Records to use
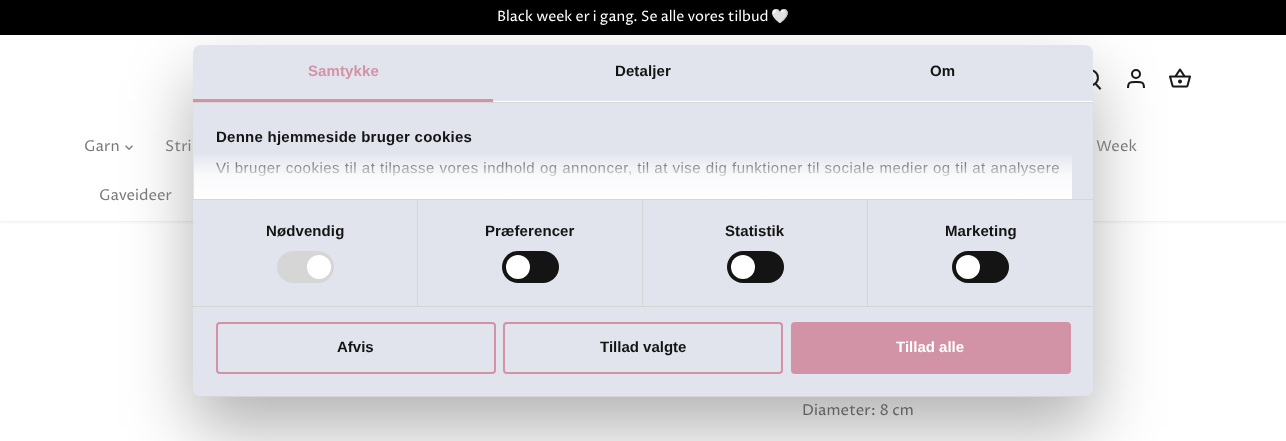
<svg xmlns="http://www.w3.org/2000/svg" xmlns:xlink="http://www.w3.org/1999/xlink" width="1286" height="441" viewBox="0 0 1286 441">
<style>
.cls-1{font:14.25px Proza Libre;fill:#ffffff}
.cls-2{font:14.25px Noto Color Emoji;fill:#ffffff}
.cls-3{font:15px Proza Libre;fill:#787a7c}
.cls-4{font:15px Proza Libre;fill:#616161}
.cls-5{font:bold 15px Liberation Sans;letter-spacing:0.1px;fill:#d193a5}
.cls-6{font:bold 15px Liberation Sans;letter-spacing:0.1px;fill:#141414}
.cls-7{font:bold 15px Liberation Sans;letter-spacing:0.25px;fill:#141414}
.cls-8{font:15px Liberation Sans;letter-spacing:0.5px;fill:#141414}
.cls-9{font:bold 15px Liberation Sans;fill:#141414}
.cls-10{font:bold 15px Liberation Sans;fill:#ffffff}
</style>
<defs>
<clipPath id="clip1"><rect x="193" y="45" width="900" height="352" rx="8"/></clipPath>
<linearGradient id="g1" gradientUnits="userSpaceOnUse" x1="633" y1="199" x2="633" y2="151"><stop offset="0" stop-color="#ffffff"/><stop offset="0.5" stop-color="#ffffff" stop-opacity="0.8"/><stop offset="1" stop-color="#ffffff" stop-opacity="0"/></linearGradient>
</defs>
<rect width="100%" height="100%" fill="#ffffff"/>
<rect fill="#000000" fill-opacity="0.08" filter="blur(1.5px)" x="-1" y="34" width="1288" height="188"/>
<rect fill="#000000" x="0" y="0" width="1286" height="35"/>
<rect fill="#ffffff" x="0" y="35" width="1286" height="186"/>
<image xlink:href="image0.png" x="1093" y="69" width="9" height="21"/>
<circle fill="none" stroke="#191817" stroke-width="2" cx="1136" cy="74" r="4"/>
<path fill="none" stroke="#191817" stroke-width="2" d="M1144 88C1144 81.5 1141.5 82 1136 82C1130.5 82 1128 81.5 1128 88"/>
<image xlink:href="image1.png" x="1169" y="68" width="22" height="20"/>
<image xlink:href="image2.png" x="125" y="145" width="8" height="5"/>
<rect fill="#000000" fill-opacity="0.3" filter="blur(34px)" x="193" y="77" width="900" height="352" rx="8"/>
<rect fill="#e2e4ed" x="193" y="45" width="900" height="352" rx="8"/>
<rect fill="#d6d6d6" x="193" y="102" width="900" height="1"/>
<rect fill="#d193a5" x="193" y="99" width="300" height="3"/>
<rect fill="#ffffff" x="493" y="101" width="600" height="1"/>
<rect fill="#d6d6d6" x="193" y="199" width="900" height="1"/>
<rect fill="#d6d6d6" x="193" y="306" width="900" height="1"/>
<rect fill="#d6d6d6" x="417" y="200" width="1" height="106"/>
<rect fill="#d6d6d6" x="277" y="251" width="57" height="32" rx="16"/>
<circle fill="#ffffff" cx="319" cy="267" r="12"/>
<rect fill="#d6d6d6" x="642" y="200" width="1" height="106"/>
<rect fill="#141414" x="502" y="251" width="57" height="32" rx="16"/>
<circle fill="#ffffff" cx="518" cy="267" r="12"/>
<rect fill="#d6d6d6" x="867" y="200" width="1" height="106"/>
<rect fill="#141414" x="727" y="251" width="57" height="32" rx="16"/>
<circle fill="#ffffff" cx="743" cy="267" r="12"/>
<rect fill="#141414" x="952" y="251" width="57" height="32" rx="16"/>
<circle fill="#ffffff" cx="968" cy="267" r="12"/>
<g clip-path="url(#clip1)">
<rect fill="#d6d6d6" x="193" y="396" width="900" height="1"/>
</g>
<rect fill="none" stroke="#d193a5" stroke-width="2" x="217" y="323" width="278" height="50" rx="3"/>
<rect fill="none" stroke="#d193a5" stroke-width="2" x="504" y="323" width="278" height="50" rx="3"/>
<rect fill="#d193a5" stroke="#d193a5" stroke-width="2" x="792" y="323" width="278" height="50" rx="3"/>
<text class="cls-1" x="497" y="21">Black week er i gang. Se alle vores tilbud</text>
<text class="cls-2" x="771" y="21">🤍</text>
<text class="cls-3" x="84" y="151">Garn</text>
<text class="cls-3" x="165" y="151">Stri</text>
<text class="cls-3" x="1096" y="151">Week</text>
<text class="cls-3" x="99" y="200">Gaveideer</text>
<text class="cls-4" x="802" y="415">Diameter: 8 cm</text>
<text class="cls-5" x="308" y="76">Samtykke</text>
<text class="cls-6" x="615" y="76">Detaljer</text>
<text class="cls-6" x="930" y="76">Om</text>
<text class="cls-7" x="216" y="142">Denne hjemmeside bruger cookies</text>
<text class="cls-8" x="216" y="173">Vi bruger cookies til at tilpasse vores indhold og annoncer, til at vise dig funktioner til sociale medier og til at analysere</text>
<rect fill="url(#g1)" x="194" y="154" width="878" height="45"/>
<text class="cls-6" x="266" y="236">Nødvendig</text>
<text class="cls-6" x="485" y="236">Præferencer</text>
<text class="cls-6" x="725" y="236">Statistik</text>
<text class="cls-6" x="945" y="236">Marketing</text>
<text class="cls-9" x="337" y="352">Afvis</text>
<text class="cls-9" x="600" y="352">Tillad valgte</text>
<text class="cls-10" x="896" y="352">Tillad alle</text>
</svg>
--
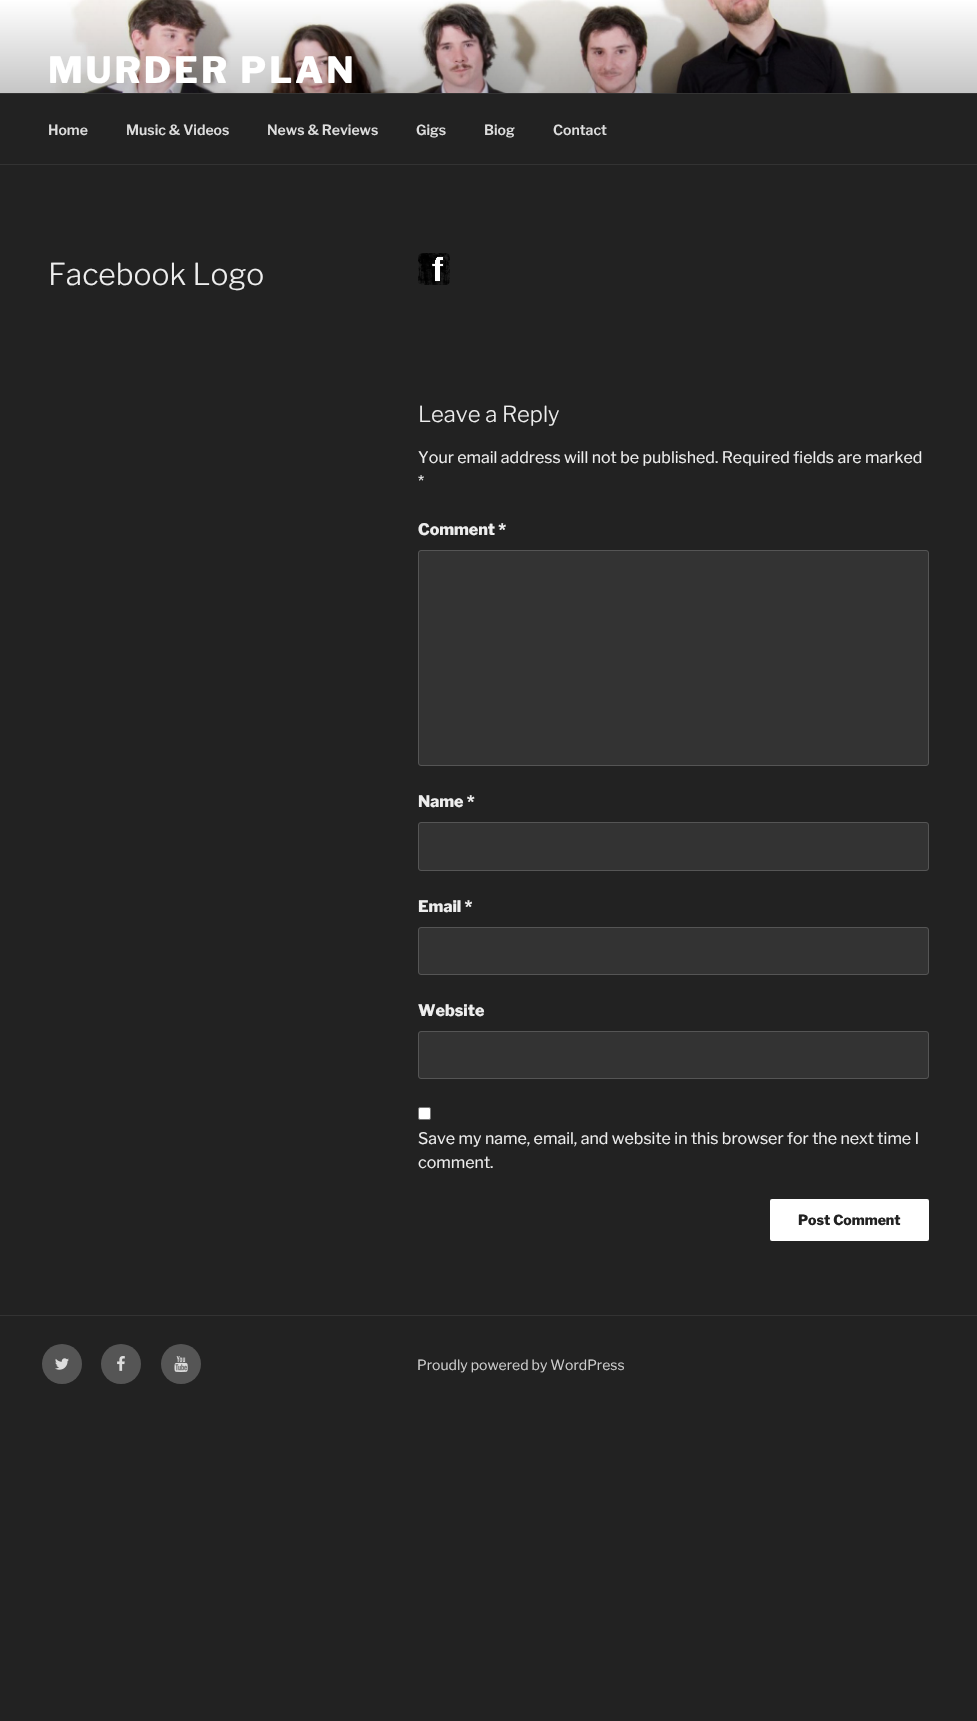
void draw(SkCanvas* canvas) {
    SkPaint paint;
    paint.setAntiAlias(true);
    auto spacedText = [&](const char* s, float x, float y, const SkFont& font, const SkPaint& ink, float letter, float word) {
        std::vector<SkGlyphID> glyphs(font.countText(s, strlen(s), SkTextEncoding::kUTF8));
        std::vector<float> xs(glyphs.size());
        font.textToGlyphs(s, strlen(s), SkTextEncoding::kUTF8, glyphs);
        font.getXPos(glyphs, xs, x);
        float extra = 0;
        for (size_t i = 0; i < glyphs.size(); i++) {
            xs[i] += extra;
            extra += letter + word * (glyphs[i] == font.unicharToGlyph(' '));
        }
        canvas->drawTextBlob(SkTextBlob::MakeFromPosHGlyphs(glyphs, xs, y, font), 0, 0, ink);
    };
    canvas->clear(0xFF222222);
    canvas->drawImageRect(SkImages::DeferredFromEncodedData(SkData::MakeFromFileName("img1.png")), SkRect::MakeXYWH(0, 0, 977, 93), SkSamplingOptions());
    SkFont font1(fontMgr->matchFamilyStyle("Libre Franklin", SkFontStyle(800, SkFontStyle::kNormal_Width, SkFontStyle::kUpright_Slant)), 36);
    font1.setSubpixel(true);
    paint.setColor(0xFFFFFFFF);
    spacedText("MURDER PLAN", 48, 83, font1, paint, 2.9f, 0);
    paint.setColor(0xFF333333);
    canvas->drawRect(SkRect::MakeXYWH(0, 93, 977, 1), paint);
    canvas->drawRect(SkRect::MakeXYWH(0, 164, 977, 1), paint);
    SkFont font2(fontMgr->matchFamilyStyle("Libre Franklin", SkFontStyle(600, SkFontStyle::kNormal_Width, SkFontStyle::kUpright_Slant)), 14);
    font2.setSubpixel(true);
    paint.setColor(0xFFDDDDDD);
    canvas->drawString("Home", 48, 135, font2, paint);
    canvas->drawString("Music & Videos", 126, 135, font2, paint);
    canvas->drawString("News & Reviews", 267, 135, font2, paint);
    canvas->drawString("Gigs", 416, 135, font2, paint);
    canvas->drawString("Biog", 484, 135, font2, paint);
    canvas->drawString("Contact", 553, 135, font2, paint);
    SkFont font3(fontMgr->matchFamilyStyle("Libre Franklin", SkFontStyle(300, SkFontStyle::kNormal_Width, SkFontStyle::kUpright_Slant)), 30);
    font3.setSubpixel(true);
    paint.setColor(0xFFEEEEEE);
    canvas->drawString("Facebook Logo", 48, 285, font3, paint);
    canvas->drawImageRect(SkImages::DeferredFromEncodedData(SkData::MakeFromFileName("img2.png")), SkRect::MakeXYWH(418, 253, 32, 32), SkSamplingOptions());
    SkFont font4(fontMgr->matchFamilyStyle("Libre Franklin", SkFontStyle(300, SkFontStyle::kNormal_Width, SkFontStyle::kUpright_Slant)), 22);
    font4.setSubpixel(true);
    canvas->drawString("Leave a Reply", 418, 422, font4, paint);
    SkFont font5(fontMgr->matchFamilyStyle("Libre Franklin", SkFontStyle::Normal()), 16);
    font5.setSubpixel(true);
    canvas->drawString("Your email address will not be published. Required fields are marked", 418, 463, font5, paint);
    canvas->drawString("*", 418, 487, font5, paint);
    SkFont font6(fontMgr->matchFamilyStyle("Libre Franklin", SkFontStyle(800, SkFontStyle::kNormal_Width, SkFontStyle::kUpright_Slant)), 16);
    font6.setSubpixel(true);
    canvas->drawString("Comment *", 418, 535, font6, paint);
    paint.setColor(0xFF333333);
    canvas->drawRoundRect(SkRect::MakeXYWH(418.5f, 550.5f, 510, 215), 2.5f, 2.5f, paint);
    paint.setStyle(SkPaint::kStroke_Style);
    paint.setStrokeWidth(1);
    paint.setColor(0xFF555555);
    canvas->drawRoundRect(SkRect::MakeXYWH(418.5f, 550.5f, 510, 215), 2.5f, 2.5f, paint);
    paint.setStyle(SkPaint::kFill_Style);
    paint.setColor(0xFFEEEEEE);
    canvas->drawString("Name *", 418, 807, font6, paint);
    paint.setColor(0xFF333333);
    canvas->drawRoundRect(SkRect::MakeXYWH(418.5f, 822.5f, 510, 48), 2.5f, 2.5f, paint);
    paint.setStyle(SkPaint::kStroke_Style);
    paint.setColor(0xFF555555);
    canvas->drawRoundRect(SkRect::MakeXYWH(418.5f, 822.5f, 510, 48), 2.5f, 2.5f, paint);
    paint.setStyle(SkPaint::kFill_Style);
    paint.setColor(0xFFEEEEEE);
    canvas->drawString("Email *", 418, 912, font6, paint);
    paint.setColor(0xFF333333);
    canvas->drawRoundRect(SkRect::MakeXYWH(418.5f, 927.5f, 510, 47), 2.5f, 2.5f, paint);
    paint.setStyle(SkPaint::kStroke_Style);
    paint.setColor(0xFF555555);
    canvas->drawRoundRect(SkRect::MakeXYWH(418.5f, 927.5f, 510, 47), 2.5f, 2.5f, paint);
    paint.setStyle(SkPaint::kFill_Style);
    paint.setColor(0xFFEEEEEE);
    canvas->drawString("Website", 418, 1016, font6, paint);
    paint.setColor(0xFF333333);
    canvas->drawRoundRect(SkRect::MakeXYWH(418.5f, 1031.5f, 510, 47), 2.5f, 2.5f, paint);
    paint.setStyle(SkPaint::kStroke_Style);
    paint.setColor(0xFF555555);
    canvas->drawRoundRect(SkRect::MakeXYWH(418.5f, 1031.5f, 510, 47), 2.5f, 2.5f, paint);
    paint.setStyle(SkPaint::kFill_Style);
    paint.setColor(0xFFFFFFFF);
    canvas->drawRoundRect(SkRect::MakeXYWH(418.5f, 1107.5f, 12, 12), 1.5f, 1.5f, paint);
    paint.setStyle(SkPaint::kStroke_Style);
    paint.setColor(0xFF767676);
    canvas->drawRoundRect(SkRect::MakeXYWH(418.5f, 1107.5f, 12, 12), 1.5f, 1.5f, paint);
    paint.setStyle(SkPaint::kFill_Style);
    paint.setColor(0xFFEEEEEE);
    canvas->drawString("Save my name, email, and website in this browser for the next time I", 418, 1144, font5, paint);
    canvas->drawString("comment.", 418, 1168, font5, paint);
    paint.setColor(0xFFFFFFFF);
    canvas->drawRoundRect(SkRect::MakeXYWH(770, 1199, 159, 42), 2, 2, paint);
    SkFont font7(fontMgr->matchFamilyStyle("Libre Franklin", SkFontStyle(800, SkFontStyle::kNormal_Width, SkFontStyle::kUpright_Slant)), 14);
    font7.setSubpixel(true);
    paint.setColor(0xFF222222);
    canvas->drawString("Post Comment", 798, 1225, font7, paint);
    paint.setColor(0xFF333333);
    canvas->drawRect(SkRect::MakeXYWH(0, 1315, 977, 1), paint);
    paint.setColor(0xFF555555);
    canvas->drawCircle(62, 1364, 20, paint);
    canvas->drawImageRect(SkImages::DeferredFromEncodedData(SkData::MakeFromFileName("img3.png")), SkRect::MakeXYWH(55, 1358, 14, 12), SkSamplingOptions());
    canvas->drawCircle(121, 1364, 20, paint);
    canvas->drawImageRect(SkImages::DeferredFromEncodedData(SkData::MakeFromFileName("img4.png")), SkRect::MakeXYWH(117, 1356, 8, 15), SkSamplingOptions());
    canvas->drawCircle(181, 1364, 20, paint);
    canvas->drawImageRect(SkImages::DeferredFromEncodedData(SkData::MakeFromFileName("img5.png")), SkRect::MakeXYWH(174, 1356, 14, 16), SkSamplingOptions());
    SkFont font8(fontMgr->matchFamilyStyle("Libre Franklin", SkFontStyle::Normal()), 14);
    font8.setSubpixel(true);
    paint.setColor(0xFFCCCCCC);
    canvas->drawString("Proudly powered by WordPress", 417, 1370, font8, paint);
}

Task instructions
From the entries above, copy every line where the word "vector" shows up.

Output below
        std::vector<SkGlyphID> glyphs(font.countText(s, strlen(s), SkTextEncoding::kUTF8));
        std::vector<float> xs(glyphs.size());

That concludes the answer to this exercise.